__What you are asked to do__:
Without including pictures, set down every record exactly as it stands.

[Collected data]
━━━━━━━━━━━━━━━━

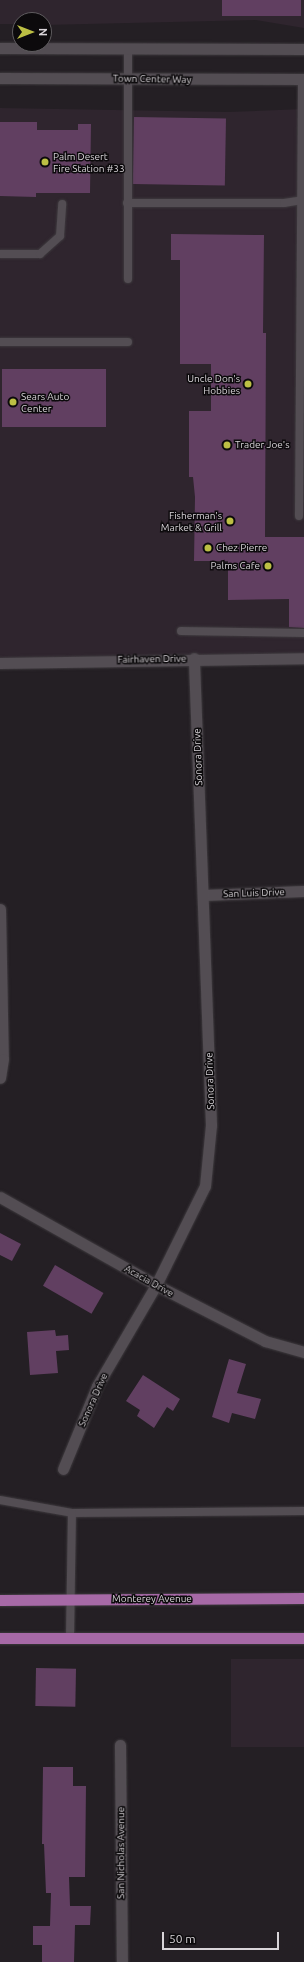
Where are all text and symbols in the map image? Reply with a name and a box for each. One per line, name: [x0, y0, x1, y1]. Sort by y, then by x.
north arrow: [12, 12, 52, 52]
text: N: [37, 28, 49, 36]
street label: Town Center Way: [113, 72, 191, 86]
place label: Palm Desert Fire Station #33: [53, 150, 125, 174]
marker: Palm Desert Fire Station #33: [40, 157, 50, 167]
place label: Uncle Don's Hobbies: [187, 372, 240, 396]
marker: Uncle Don's Hobbies: [243, 379, 253, 389]
place label: Sears Auto Center: [21, 390, 69, 414]
marker: Sears Auto Center: [8, 397, 18, 407]
place label: Trader Joe's: [235, 439, 289, 451]
marker: Trader Joe's: [222, 440, 232, 450]
place label: Fisherman's Market & Grill: [161, 509, 222, 532]
marker: Fisherman's Market & Grill: [225, 516, 235, 526]
place label: Chez Pierre: [216, 542, 267, 554]
marker: Chez Pierre: [203, 543, 213, 553]
place label: Palms Cafe: [210, 560, 260, 572]
marker: Palms Cafe: [263, 561, 273, 571]
street label: Fairhaven Drive: [117, 652, 187, 666]
street label: Sonora Drive: [191, 728, 205, 786]
street label: San Luis Drive: [223, 886, 285, 900]
street label: Sonora Drive: [203, 1052, 217, 1110]
street label: Acacia Drive: [122, 1263, 176, 1299]
street label: Sonora Drive: [76, 1371, 110, 1429]
street label: Monterey Avenue: [112, 1593, 192, 1605]
street label: San Nicholas Avenue: [115, 1807, 127, 1899]
scale bar: [164, 1924, 281, 1950]
text: 50 m: [169, 1932, 196, 1945]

━━━━━━━━━━━━━━━━

__Solved problem__:
Where are all text and symbols in the map image? Reply with a name and a box for each. One per line, name: [x0, y0, x1, y1]. Sort by y, then by x.
north arrow: [12, 12, 52, 52]
text: N: [37, 28, 49, 36]
street label: Town Center Way: [113, 72, 191, 86]
place label: Palm Desert Fire Station #33: [53, 150, 125, 174]
marker: Palm Desert Fire Station #33: [40, 157, 50, 167]
place label: Uncle Don's Hobbies: [187, 372, 240, 396]
marker: Uncle Don's Hobbies: [243, 379, 253, 389]
place label: Sears Auto Center: [21, 390, 69, 414]
marker: Sears Auto Center: [8, 397, 18, 407]
place label: Trader Joe's: [235, 439, 289, 451]
marker: Trader Joe's: [222, 440, 232, 450]
place label: Fisherman's Market & Grill: [161, 509, 222, 532]
marker: Fisherman's Market & Grill: [225, 516, 235, 526]
place label: Chez Pierre: [216, 542, 267, 554]
marker: Chez Pierre: [203, 543, 213, 553]
place label: Palms Cafe: [210, 560, 260, 572]
marker: Palms Cafe: [263, 561, 273, 571]
street label: Fairhaven Drive: [117, 652, 187, 666]
street label: Sonora Drive: [191, 728, 205, 786]
street label: San Luis Drive: [223, 886, 285, 900]
street label: Sonora Drive: [203, 1052, 217, 1110]
street label: Acacia Drive: [122, 1263, 176, 1299]
street label: Sonora Drive: [76, 1371, 110, 1429]
street label: Monterey Avenue: [112, 1593, 192, 1605]
street label: San Nicholas Avenue: [115, 1807, 127, 1899]
scale bar: [164, 1924, 281, 1950]
text: 50 m: [169, 1932, 196, 1945]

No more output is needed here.